L’État national, c’est-à-dire l’ensemble d’institutions et d’appareils fondé sur la souveraineté étatique opposable aux citoyens est en rapide mutation. Il ne veille plus au bon fonctionnement du marché national, il ne cherche plus comme il y a quelques décennies à intégrer le maximum de salariés à l’ordre existant par des politiques sociales en expansion. Par ailleurs, il renonce de plus en plus à mener des politiques de conjoncture en faveur de l’emploi et met en oeuvre beaucoup plus chichement des programmes pluriannuels de construction d’infrastructures. L’heure est, semble-t-il, au rétrécissement de l’État et à son retrait de toute une série d’activités industrielles ou de service (de l’électronique à l’automobile).

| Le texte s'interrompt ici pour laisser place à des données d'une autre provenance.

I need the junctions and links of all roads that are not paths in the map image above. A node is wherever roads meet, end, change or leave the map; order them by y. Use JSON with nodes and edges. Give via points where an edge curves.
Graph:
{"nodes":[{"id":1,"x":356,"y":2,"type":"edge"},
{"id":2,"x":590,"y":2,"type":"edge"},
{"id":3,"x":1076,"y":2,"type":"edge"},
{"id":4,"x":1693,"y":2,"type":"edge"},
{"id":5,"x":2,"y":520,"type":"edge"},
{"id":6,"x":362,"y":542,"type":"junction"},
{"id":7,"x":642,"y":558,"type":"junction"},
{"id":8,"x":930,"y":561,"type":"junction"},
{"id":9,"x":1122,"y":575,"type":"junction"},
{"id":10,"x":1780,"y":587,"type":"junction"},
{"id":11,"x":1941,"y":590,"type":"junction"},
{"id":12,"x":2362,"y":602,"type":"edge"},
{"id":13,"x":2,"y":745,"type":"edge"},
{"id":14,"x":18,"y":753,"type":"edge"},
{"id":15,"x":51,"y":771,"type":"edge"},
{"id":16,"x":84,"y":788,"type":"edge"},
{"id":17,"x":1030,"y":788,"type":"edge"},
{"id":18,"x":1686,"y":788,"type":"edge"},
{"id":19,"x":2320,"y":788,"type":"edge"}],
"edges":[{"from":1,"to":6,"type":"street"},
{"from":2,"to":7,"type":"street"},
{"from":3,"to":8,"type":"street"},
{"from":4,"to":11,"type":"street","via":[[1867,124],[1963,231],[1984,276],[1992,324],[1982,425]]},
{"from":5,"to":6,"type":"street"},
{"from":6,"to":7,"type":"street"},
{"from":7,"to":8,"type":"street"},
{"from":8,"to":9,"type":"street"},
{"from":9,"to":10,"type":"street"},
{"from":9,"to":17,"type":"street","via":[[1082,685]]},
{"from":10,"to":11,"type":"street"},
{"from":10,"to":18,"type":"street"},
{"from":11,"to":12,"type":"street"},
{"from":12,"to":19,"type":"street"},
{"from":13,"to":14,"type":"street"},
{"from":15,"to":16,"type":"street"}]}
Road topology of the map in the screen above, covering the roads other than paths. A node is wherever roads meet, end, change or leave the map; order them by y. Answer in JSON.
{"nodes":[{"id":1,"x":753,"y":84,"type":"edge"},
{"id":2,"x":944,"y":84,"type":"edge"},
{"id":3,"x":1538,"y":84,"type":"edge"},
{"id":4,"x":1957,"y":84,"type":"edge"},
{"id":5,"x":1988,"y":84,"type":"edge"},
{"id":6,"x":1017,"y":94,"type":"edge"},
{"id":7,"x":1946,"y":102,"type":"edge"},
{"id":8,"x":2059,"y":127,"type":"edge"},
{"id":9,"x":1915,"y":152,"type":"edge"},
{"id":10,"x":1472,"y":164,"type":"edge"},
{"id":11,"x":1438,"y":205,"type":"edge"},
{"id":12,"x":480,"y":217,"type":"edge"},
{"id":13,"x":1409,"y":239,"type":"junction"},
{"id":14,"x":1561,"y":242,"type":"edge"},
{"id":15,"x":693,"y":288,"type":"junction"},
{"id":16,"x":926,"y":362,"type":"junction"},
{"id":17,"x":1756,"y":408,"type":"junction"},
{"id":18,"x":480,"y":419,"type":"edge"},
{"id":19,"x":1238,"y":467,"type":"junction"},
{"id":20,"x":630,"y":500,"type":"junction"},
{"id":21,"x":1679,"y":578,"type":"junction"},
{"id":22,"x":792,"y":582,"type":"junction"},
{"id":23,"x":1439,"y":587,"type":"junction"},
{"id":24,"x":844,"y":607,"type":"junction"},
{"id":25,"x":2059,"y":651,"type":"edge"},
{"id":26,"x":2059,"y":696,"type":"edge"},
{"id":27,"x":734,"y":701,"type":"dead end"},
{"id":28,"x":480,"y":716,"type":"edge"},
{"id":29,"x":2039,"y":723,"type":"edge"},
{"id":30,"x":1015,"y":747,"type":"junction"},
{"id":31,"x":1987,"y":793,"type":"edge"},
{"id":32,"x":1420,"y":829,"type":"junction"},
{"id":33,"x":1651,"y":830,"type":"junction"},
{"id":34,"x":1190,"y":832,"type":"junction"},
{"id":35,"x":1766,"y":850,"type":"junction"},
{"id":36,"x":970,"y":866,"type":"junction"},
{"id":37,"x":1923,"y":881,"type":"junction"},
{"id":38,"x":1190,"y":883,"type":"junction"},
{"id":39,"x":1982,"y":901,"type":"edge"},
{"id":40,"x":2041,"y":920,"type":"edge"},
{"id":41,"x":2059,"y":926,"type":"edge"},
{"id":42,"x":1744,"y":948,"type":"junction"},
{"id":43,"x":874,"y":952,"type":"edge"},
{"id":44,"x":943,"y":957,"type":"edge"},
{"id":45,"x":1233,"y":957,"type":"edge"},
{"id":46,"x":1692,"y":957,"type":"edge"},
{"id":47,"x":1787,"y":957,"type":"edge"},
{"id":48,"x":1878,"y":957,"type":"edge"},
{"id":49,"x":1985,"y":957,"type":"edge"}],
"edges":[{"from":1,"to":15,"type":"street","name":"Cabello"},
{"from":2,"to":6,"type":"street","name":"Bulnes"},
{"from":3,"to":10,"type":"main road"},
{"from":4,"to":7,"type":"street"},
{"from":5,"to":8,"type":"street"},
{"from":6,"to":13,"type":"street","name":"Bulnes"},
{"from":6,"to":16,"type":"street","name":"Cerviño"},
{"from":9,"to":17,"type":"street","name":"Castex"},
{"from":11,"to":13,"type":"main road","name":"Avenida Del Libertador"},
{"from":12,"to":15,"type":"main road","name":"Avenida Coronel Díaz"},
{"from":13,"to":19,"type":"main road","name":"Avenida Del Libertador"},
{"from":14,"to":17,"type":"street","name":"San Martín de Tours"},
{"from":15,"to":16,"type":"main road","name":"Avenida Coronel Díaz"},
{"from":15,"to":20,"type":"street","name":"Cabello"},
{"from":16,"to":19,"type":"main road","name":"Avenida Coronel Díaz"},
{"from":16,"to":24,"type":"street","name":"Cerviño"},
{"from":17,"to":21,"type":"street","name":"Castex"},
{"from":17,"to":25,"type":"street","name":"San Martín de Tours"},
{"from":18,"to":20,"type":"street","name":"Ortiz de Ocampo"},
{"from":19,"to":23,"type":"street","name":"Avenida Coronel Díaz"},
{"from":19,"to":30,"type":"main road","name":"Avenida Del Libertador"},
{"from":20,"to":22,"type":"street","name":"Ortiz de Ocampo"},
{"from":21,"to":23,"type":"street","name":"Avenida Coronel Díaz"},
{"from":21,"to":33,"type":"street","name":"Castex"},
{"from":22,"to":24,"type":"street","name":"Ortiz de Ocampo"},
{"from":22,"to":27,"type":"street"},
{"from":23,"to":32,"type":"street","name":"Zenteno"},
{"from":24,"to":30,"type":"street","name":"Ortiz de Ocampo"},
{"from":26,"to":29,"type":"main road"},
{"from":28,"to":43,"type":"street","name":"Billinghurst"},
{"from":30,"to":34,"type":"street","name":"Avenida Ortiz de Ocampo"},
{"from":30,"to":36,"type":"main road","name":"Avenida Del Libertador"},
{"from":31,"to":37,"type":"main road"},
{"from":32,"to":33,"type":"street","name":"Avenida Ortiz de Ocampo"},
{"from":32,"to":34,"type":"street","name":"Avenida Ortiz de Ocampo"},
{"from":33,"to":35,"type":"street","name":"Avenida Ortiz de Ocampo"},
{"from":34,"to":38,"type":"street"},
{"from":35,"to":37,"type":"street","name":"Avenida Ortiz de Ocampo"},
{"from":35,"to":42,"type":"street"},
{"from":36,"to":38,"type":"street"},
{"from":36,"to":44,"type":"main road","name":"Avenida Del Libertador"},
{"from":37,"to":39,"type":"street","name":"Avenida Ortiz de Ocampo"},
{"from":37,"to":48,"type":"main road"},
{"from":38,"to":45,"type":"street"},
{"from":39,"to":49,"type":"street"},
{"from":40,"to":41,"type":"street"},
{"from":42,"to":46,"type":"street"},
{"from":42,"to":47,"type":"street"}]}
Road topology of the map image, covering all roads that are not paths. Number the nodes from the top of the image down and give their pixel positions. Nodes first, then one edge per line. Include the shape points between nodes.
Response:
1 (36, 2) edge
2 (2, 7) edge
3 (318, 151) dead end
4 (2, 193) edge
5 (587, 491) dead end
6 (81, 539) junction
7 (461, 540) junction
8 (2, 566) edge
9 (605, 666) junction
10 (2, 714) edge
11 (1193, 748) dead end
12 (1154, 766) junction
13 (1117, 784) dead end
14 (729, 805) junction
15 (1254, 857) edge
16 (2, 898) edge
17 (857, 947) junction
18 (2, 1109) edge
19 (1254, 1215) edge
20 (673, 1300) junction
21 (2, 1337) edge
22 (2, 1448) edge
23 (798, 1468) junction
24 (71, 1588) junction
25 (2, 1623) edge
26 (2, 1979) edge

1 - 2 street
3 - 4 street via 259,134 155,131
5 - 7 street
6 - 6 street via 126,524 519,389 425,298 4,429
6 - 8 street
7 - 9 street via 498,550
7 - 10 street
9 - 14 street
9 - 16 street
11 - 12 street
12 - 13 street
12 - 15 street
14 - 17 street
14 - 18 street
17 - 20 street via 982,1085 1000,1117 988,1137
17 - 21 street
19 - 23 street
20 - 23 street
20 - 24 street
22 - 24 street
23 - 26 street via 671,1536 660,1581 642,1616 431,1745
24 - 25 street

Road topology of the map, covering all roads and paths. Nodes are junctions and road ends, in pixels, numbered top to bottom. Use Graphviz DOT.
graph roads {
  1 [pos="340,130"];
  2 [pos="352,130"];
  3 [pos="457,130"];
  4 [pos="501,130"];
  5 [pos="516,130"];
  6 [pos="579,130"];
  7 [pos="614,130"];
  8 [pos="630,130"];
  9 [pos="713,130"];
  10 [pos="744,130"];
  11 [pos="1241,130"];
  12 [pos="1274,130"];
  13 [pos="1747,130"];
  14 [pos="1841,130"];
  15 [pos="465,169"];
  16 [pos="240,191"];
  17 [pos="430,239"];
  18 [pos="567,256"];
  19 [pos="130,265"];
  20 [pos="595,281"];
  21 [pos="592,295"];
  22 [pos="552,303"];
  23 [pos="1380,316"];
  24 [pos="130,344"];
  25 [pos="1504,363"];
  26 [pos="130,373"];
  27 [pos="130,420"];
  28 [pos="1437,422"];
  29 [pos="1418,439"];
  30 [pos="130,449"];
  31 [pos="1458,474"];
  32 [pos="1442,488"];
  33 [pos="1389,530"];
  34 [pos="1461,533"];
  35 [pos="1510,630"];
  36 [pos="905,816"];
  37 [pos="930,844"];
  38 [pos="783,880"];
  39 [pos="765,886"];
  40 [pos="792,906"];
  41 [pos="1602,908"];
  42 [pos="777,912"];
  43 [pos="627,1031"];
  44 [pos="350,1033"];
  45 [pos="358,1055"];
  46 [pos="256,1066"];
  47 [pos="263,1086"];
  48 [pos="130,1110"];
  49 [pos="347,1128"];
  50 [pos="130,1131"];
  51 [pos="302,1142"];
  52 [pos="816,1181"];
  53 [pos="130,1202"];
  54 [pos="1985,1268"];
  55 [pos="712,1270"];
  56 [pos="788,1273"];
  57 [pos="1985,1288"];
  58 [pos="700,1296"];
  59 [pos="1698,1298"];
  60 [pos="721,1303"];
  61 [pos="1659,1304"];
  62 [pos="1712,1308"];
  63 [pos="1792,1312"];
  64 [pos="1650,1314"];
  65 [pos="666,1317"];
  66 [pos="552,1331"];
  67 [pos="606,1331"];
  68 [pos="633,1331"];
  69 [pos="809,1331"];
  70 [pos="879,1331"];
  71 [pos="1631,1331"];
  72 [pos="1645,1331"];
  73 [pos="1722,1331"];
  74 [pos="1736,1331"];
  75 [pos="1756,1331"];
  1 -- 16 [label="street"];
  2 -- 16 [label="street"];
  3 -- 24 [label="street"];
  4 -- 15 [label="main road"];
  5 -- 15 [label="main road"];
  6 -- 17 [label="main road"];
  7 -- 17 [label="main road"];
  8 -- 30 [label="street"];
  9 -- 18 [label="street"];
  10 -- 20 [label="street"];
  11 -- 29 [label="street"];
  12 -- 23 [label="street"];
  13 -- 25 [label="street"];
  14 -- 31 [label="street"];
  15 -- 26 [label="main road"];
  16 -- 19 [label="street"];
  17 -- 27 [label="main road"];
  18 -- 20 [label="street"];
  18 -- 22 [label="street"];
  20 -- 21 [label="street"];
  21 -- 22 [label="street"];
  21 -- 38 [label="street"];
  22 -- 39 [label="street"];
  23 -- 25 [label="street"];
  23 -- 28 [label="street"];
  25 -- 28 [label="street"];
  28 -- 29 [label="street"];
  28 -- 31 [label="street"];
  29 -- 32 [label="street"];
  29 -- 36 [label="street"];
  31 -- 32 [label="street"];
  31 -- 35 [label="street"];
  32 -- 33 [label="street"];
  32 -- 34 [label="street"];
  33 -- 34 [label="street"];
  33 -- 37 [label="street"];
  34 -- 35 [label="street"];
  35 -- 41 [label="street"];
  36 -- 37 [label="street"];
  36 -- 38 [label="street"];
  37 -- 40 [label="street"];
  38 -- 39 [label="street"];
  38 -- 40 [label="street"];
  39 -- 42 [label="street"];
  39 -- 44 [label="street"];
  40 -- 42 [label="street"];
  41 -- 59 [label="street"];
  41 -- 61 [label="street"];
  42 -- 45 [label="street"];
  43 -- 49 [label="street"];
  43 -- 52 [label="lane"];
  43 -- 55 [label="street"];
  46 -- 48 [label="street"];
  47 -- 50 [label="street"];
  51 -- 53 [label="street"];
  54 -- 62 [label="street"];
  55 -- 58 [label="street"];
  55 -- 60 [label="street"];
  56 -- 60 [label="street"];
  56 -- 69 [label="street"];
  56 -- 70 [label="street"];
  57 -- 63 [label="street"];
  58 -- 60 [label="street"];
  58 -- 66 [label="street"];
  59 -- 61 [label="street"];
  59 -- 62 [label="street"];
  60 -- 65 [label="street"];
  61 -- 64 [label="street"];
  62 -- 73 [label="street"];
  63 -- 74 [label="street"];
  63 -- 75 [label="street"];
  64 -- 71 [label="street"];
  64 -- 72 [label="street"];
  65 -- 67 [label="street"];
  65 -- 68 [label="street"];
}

Il serait pourtant naïf d’en conclure qu’on marche vers moins d’État. En réalité, l’État tend à se faire, sinon le serviteur, du moins l’agent peu ou prou réticent de la mondialisation en se laissant aller à privilégier deux grands types d’orientation. Il organise d’abord la récession ou la régression de la protection sociale par des attaques partielles successives. En même temps, il met au point une véritable police sociale qui rationalise les aides aux laissés pour compte et cherche à éviter les explosions dans les banlieues déshéritées. C’est l’État pingre qui tente de donner le moins possible aux défavorisés tout en leur prenant beaucoup. Le deuxième grand type d’orientation obéit, lui, à une logique de la privatisation de tout ce qui échappe peu ou prou à la marchandisation capitaliste. On privatise le secteur industriel public, mais aussi des services publics comme les postes et télécommunications (comme en Grande-Bretagne et en Allemagne). On liquide également les participations d’État pour faire face à des déficits publics que l’on a suscités en multipliant les exemptions fiscales ou parafiscales pour les entreprises privées.
Par de telles pratiques l’État se soumet peu à peu aux processus et aux mouvements erratiques du capital transnational. Il ne règle plus les problèmes en fonction des équilibres nationaux à établir, mais en fonction des équilibres et déséquilibres internationaux. Ainsi, il devient progressivement un instrument de la mondialisation et de l’érosion des pratiques politiques nationales. On comprend donc bien la réaction de ceux qui veulent s’accrocher aux lambeaux de l’État-providence : malgré ses limites paternalistes et bureaucratiques, il a permis à des millions de salariés d’adopter de nouveaux comportements par rapport à la santé, la vie et la mort. Mais il faut dire très clairement que le retour en arrière (l’économie nationale autonome) est quasi impossible. Si l’on ne veut pas s’enfermer dans des réactions passéistes, il est donc nécessaire de traiter l’État (et ses appareils) comme un enjeu dans les batailles de la mondialisation, dans un premier temps pour empêcher qu’il ne serve – directement ou indirectement – à retransmettre les injonctions du capitalisme international, dans un deuxième temps pour retourner les moyens de l’État, ou plus précisément, les moyens de groupes d’États, contre les logiques sociales et économiques du capitalisme d’aujourd’hui. Autrement dit, lutter efficacement autour de l’État national exige de dépasser les optiques étroitement nationales et d’organiser des convergences transnationales pour inverser des politiques et en imposer d’autres. Il ne peut plus y avoir de politiques nationales positives qui ne soient des politiques à visées transnationales (par exemple luttes sur l’emploi ou la spéculation financière).